Nos últimos anos, dezenas de estudos já associaram genes neandertais à manifestação de traços mais vantajosos ou a maior risco de desenvolver doenças. Genes neandertais já foram ligados à capacidade de os seres humanos atuais viverem em grandes altitudes, à maior fertilidade e ao menor risco de sangramento em mulheres. Mas também à maior probabilidade de desenvolver diabetes, esquizofrenia, depressão e lúpus ou mesmo à de sentir mais dor. Recentemente, Pääbo e Hugo Zeberg, um colaborador do Instituto Karolinska, na Suécia, apresentaram resultados mostrando que pessoas com uma região do cromossomo 3 herdada dos neandertais correm maior risco de morrer de Covid-19, enquanto as que têm um trecho de origem neandertal no cromossomo 12 estariam um pouco mais protegidas de adoecer se forem infectadas pelo vírus.

A maior contribuição, no entanto, parece ter sido para a robustez do sistema imune. Em 2018, também na Cell, os biólogos David Enard, da Universidade do Arizona, e Dmitri Petrov, da Universidade Stanford, ambas nos Estados Unidos, mostraram que diversos genes herdados dos neandertais conferem proteção contra vírus, o que pode ter sido fundamental para a sobrevivência dos seres humanos modernos, após a saída da África. Como lembraram Akey e seus colaboradores em 2017, os neandertais foram extintos há cerca de 40 mil anos, mas muito do seu DNA continua vivo nos seres humanos modernos, moldando a biologia humana.

Artigos científicos
HAJDINJAK, M. et al. Initial Upper Palaeolithic humans in Europe had recent Neanderthal ancestry. Nature. 7 abr. 2021.
PRÜFER, K. et al. A genome sequence from a modern human skull over 45,000 years old from Zlatý kůň in Czechia. Nature Ecology & Evolution. 7 abr. 2021.
Hünemeier, T. et al. Brief communication: Population data support the adaptive nature of HACNS1 sapiens/neandertal-chimpanzee differences in a limb expression domain. American Journal of Physical Anthropology. v. 143, n. 3, p. 478-81. Nov. 2010.
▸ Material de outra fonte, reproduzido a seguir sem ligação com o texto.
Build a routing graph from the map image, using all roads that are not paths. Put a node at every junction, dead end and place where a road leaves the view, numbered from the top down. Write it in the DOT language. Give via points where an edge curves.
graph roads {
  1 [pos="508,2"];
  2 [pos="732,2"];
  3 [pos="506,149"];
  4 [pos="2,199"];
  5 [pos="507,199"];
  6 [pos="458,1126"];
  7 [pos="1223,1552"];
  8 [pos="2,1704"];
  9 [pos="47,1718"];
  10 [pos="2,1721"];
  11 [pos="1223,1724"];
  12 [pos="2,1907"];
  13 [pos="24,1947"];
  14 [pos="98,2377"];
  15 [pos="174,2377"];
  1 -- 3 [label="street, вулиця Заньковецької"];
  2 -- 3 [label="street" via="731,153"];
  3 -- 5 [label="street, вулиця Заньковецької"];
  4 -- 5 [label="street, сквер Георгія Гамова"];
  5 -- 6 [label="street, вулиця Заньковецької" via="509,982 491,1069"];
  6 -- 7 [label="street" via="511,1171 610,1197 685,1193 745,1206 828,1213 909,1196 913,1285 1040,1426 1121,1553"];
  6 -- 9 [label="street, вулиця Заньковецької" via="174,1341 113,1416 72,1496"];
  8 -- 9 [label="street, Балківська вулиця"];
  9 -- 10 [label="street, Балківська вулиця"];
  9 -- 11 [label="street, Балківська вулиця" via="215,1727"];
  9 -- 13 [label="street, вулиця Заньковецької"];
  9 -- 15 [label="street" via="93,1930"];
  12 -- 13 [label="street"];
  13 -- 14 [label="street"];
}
PAIXÃO-CORTES, V. et al. The cognitive ability of extinct hominins: bringing down the hierarchy using genomic evidences. American Journal of Human Biology. v. 25, n. 5, p. 702-5. 2013.
TRUJILLO, C. A. et al. Reintroduction of the archaic variant of NOVA1 in cortical organoids alters neurodevelopment. Science. 12 fev. 2021.
CERQUEIRA, C. C. S. et al. Predicting Homo pigmentation phenotype through genomic data: from Neanderthal to James Watson. American Journal of Human Biology. v. 24, n. 5, p. 705-9. Set-Out. 2012.
MCCOY, R. C. et al. Impacts of Neanderthal-introgressed sequences on the landscape of human gene expression. Cell. v. 168, n. 5, p. 916-27. 27 fev. 2017.
ENARD, D. e PETROV, D. A. Evidence that RNA Viruses Drove Adaptive Introgression between Neanderthals and Modern Humans. Cell. v. 175, n. 2, p. 360-71. 4 out. 2018.